EXERCISE REQUIREMENTS: Work through the entries below and show every line in which "Give" is found.

────────────────────────────────────────

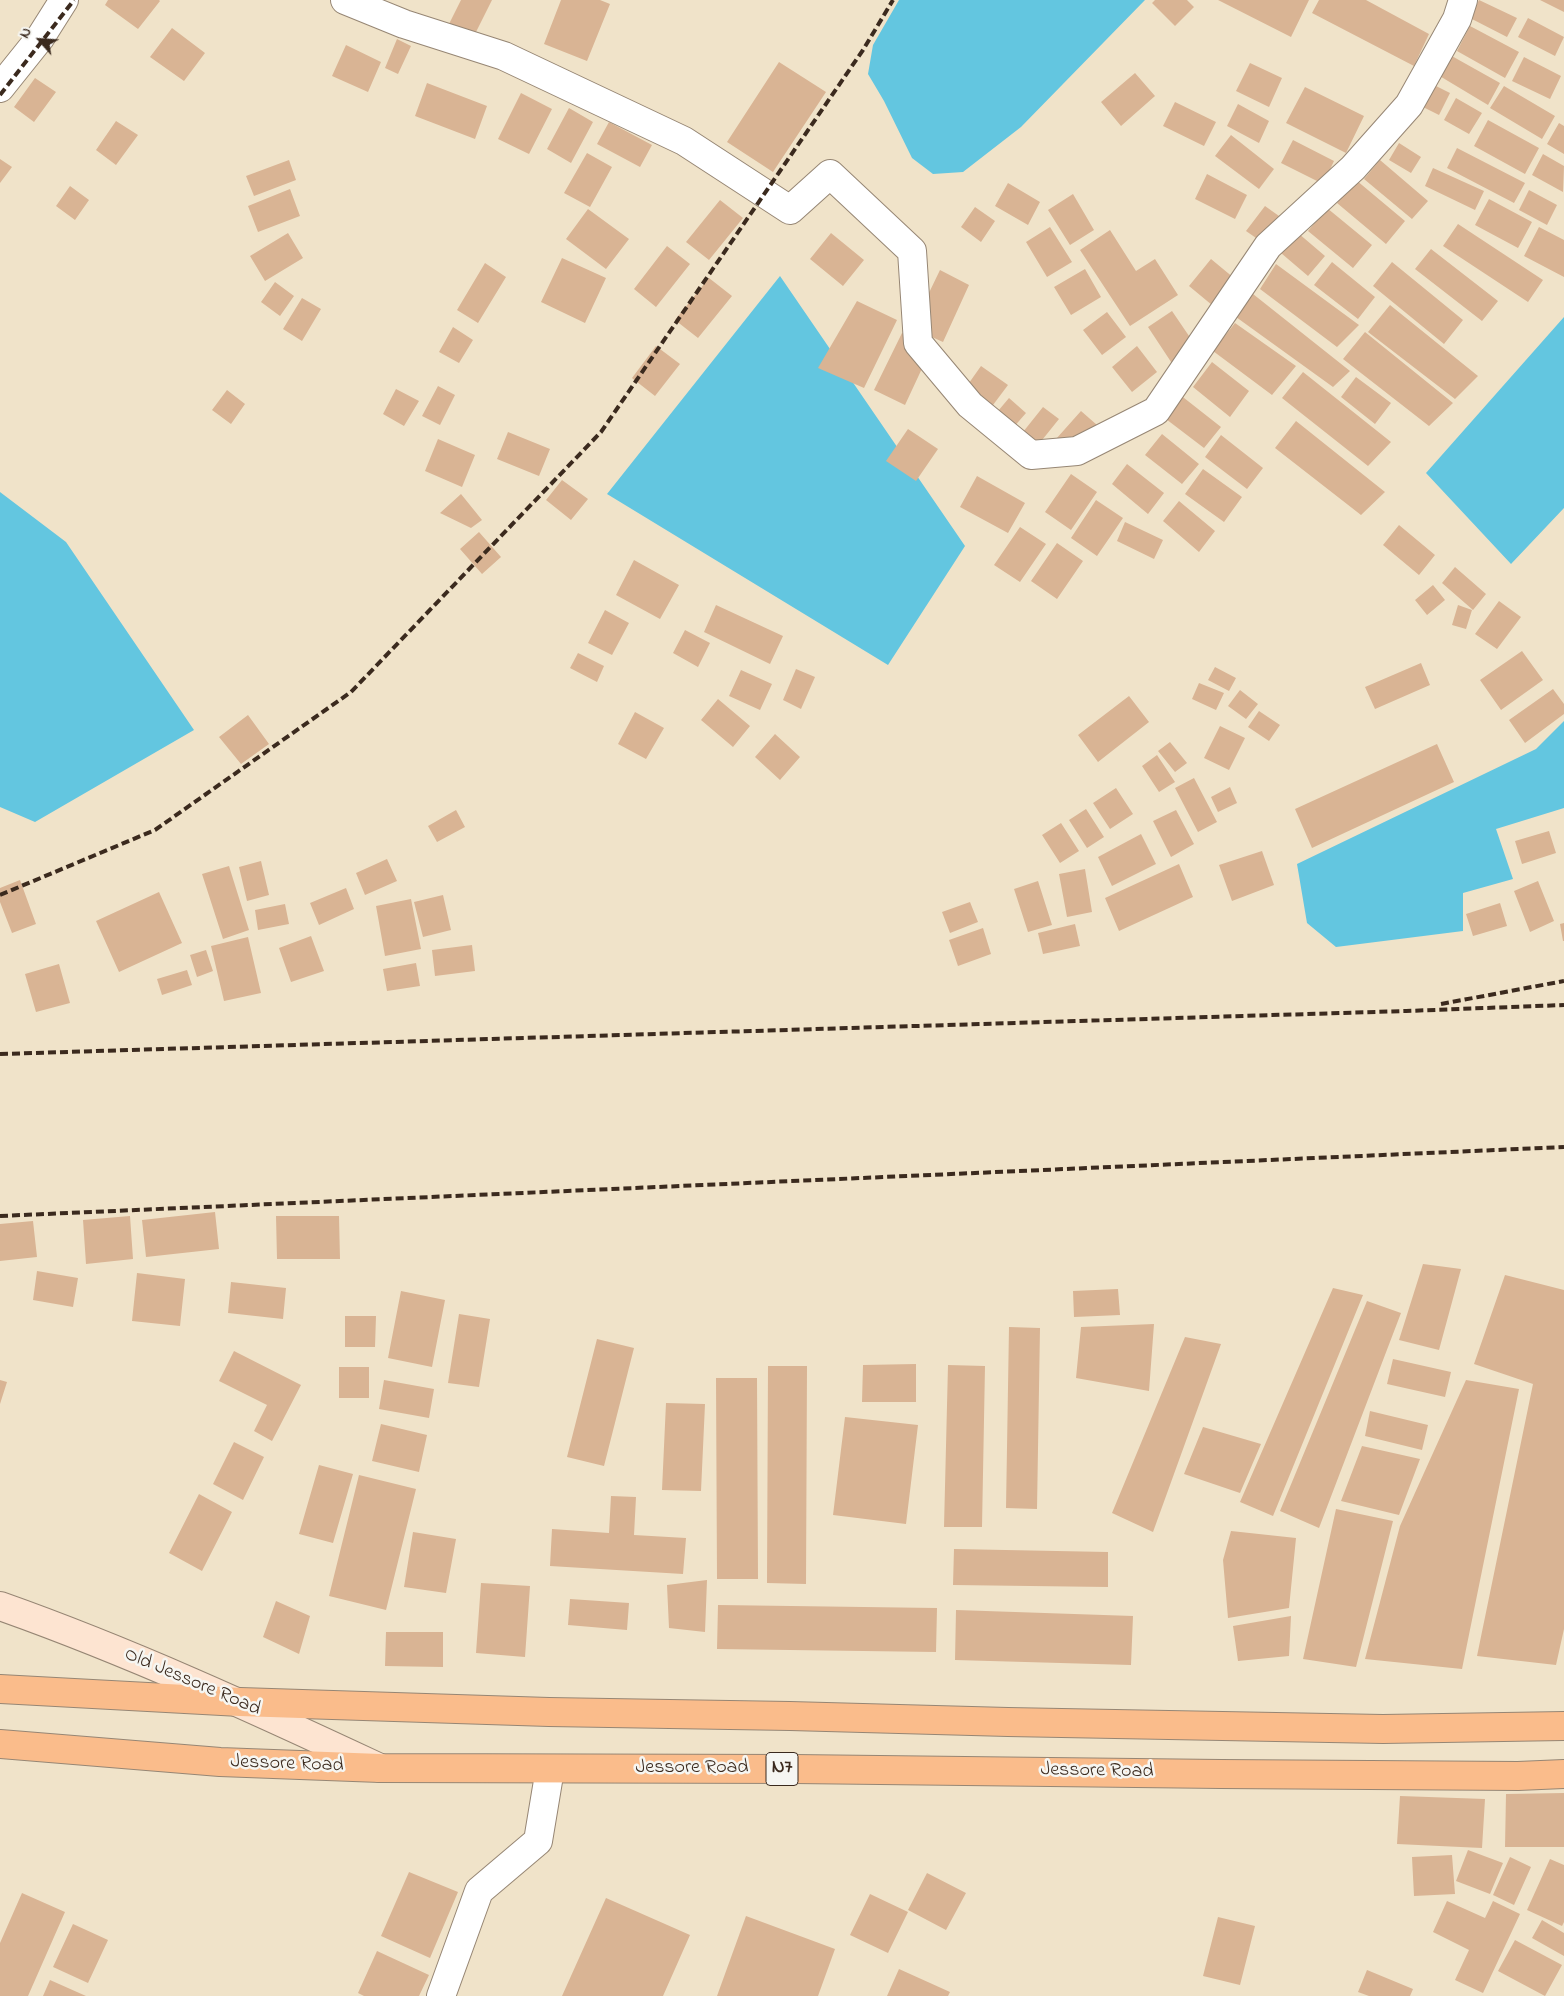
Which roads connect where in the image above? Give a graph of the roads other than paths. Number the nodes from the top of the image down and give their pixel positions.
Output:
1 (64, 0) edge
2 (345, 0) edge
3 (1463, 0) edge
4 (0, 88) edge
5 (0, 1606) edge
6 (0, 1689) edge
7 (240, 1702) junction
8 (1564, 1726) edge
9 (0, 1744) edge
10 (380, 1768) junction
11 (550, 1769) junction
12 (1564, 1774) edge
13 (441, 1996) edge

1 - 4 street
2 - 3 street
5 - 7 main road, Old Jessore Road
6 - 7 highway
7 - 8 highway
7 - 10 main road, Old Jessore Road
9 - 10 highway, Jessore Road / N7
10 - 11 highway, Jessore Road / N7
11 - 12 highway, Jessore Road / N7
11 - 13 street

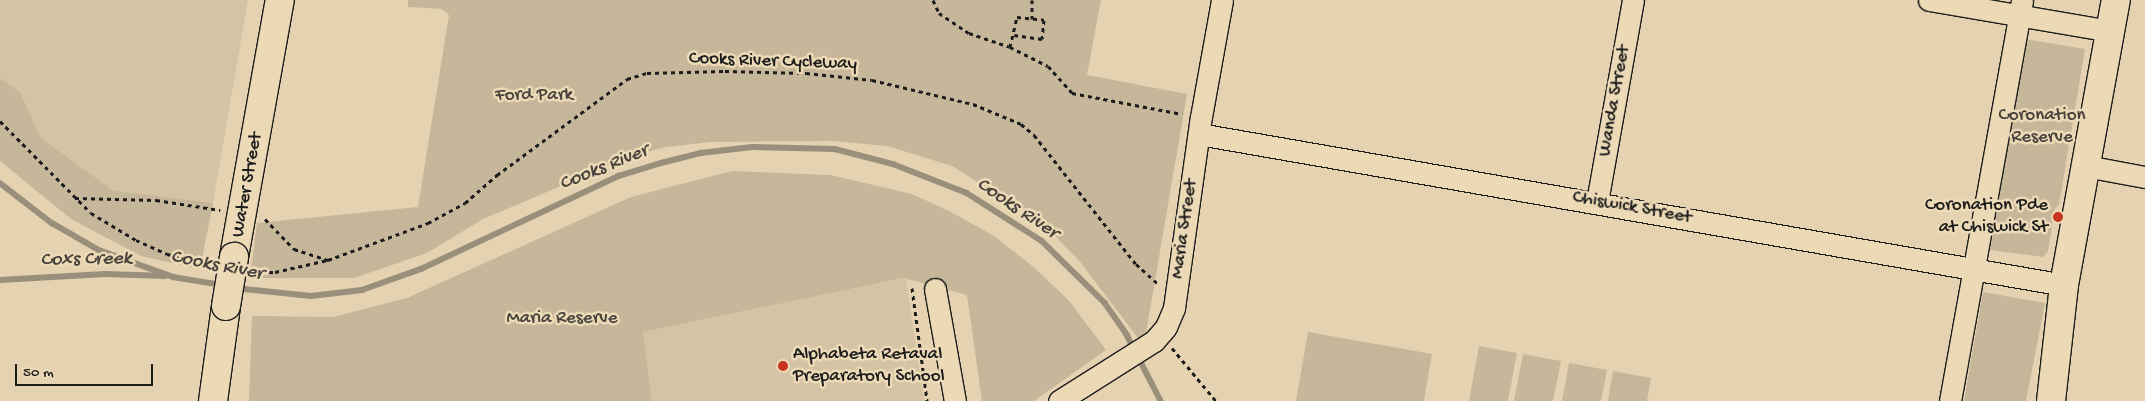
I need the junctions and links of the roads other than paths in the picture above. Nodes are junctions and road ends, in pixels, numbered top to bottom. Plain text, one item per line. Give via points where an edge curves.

────────────────────────────────────────

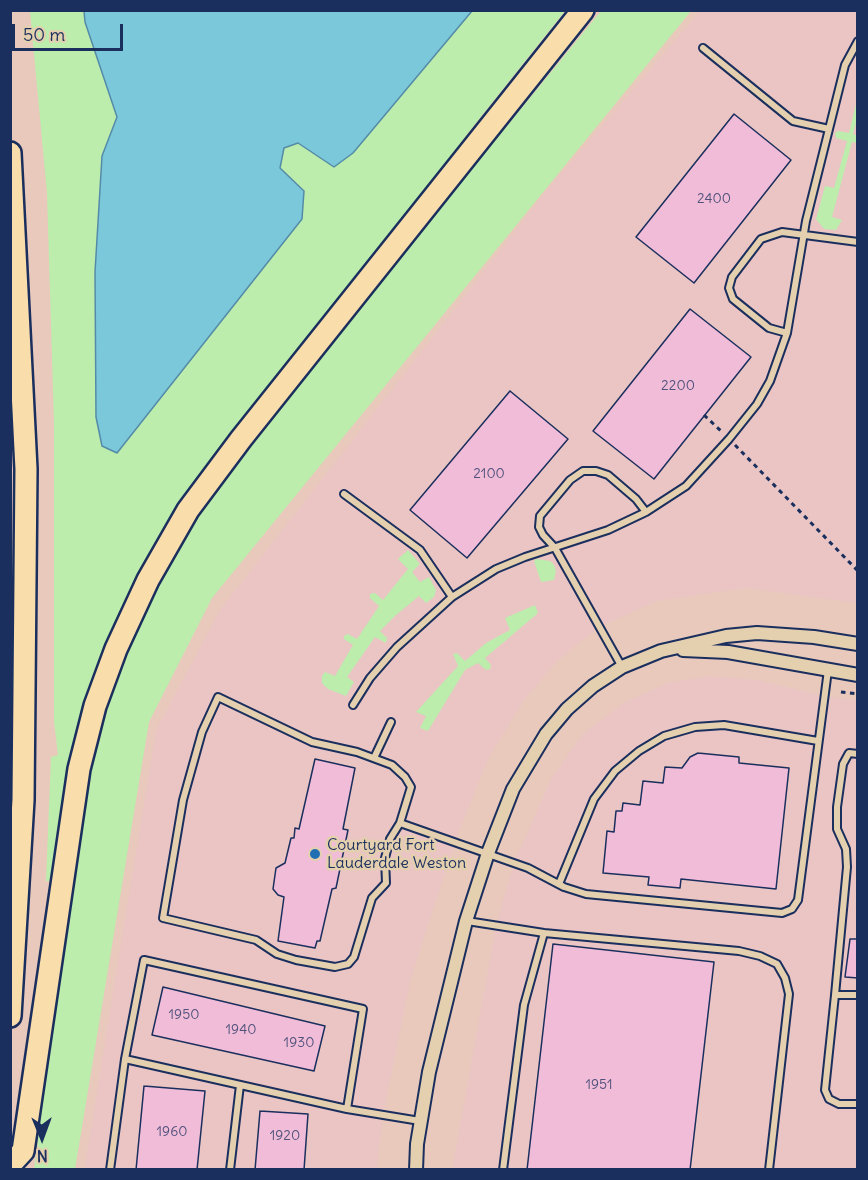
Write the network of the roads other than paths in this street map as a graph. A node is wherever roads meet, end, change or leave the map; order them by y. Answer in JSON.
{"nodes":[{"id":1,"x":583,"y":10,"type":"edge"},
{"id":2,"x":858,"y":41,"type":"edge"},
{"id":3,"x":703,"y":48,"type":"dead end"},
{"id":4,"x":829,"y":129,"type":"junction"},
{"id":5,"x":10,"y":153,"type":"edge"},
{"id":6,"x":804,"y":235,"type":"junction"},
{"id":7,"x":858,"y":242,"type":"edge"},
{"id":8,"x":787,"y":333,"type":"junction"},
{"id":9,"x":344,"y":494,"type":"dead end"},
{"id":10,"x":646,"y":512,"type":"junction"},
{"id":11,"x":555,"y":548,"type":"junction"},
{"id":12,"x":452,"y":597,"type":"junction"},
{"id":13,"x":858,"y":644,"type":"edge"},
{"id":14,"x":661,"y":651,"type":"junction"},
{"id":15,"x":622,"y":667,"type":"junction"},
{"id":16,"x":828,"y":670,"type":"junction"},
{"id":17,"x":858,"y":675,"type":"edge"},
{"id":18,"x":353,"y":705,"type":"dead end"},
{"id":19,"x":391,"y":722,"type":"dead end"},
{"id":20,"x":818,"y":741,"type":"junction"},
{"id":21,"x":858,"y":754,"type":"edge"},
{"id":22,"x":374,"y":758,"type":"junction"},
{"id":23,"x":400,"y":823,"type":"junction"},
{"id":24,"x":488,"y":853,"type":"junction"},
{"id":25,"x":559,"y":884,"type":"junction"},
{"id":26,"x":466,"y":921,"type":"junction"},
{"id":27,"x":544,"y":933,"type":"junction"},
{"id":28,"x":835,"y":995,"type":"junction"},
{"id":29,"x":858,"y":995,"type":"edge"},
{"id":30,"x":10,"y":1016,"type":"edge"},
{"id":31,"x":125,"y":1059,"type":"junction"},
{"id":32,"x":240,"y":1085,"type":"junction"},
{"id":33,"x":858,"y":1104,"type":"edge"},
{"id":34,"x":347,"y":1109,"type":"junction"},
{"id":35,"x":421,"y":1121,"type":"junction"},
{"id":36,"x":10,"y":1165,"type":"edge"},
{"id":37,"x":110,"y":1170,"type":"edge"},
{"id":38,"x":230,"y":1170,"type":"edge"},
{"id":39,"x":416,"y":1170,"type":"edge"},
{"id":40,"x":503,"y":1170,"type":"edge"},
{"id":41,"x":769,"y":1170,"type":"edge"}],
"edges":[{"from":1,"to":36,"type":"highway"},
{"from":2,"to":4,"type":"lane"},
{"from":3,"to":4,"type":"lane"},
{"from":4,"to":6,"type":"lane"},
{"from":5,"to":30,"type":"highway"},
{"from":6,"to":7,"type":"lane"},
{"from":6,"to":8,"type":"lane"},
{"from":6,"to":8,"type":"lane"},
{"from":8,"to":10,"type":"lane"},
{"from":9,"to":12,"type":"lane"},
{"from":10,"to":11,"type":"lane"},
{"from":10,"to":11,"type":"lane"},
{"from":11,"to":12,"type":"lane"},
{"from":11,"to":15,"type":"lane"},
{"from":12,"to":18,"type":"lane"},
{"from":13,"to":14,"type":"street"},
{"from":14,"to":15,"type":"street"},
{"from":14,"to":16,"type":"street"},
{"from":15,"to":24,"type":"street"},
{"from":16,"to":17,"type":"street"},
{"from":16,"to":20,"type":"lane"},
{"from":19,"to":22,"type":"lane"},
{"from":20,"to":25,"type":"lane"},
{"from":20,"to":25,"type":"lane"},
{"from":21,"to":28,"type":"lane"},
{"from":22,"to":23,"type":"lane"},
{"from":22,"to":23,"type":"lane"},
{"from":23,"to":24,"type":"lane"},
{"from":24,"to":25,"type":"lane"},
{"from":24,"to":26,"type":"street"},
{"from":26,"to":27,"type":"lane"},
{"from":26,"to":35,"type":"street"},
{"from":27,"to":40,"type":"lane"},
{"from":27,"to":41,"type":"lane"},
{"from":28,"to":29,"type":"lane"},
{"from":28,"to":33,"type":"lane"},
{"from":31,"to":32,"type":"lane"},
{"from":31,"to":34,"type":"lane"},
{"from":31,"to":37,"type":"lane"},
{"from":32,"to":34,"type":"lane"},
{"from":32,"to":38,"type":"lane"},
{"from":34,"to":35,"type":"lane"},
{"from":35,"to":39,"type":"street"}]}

────────────────────────────────────────

OUTPUT FOR THIS EXERCISE:
Which roads connect where in the image above? Give a graph of the roads other than paths. Number the nodes from the top of the image down and give their pixel positions.
I need the junctions and links of the roads other than paths in the picture above. Nodes are junctions and road ends, in pixels, numbered top to bottom. Plain text, one item per line. Give via points where an edge curves.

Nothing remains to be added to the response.